RECORDS SHOWN

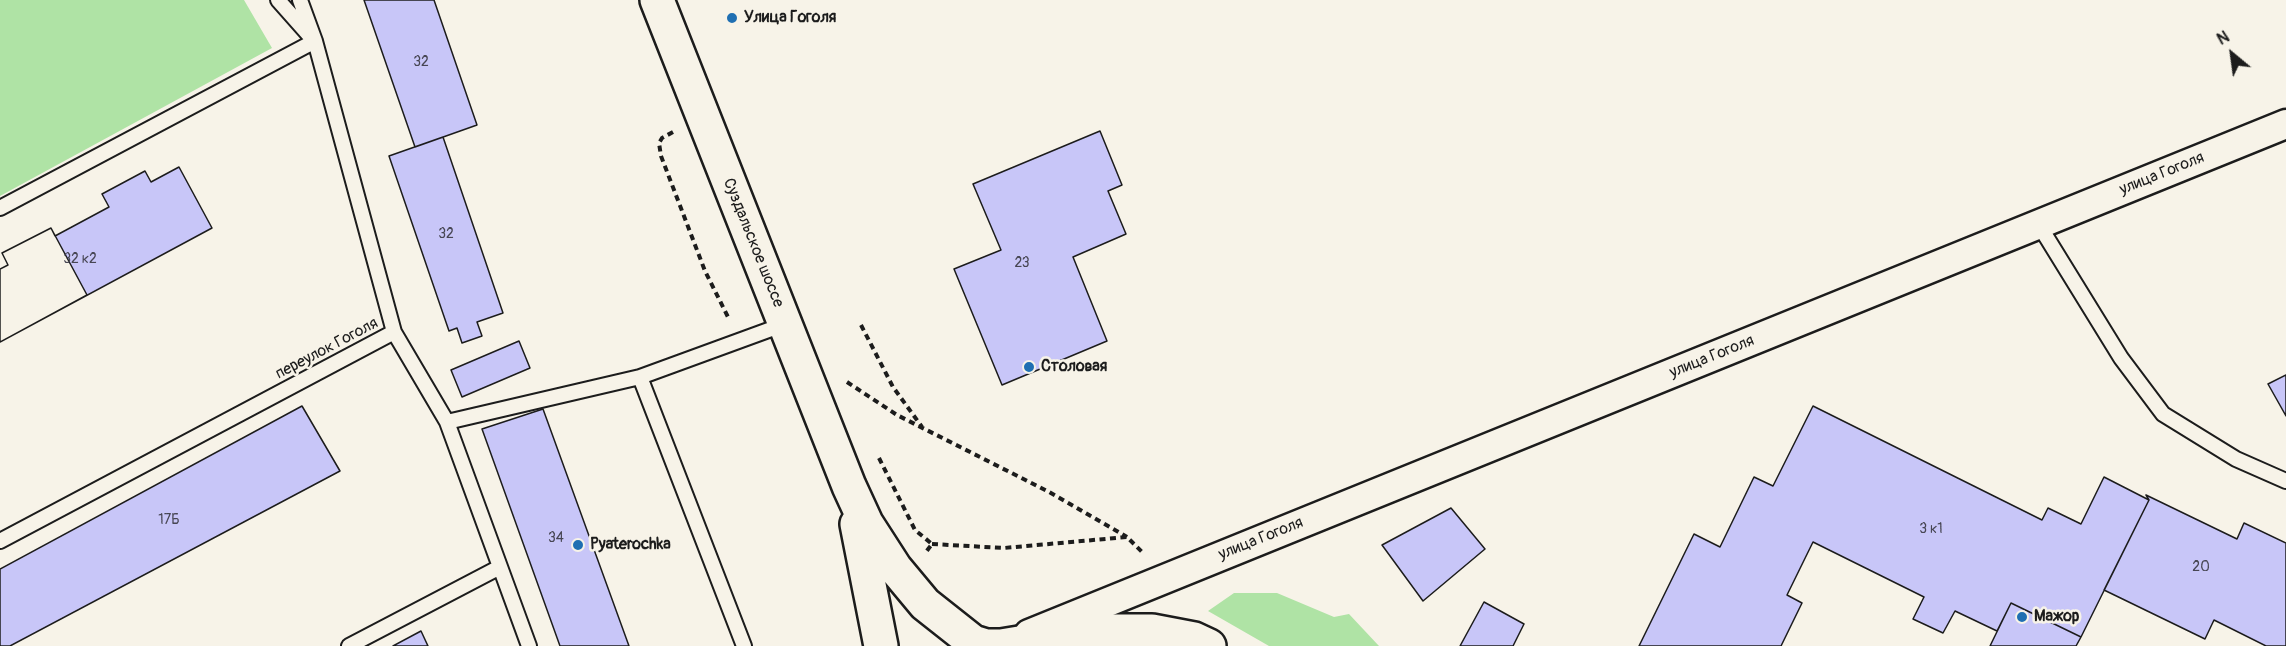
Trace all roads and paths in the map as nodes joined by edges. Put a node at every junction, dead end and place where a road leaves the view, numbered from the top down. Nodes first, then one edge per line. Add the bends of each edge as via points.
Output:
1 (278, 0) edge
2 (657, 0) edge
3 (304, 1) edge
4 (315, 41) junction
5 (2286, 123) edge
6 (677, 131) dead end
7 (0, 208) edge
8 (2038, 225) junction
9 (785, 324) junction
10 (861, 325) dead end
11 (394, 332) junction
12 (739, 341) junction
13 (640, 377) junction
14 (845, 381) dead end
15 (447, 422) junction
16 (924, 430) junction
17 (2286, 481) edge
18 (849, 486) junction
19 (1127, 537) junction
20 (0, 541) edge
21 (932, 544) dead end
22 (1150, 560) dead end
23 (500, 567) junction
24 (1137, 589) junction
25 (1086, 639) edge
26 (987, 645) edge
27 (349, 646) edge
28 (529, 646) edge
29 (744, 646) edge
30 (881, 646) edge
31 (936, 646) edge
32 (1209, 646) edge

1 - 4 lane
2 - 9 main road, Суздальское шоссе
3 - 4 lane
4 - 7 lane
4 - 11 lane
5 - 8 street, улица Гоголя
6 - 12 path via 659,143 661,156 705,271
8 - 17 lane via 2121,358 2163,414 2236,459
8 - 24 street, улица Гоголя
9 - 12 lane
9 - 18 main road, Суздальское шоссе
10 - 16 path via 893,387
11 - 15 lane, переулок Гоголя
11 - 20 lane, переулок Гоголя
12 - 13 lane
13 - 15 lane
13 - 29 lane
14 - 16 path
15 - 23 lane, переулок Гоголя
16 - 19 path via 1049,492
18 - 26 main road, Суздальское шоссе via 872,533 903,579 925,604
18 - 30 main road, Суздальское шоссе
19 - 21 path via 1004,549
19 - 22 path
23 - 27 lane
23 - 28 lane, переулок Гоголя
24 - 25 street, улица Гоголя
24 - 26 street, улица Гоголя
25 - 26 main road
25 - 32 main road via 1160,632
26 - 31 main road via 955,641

YOUR ASSIGNMENT
Line by line and exactly, write out the material above. Skip the pictures.

TASK ANSWER
Trace all roads and paths in the map as nodes joined by edges. Put a node at every junction, dead end and place where a road leaves the view, numbered from the top down. Nodes first, then one edge per line. Add the bends of each edge as via points.
Output:
1 (278, 0) edge
2 (657, 0) edge
3 (304, 1) edge
4 (315, 41) junction
5 (2286, 123) edge
6 (677, 131) dead end
7 (0, 208) edge
8 (2038, 225) junction
9 (785, 324) junction
10 (861, 325) dead end
11 (394, 332) junction
12 (739, 341) junction
13 (640, 377) junction
14 (845, 381) dead end
15 (447, 422) junction
16 (924, 430) junction
17 (2286, 481) edge
18 (849, 486) junction
19 (1127, 537) junction
20 (0, 541) edge
21 (932, 544) dead end
22 (1150, 560) dead end
23 (500, 567) junction
24 (1137, 589) junction
25 (1086, 639) edge
26 (987, 645) edge
27 (349, 646) edge
28 (529, 646) edge
29 (744, 646) edge
30 (881, 646) edge
31 (936, 646) edge
32 (1209, 646) edge

1 - 4 lane
2 - 9 main road, Суздальское шоссе
3 - 4 lane
4 - 7 lane
4 - 11 lane
5 - 8 street, улица Гоголя
6 - 12 path via 659,143 661,156 705,271
8 - 17 lane via 2121,358 2163,414 2236,459
8 - 24 street, улица Гоголя
9 - 12 lane
9 - 18 main road, Суздальское шоссе
10 - 16 path via 893,387
11 - 15 lane, переулок Гоголя
11 - 20 lane, переулок Гоголя
12 - 13 lane
13 - 15 lane
13 - 29 lane
14 - 16 path
15 - 23 lane, переулок Гоголя
16 - 19 path via 1049,492
18 - 26 main road, Суздальское шоссе via 872,533 903,579 925,604
18 - 30 main road, Суздальское шоссе
19 - 21 path via 1004,549
19 - 22 path
23 - 27 lane
23 - 28 lane, переулок Гоголя
24 - 25 street, улица Гоголя
24 - 26 street, улица Гоголя
25 - 26 main road
25 - 32 main road via 1160,632
26 - 31 main road via 955,641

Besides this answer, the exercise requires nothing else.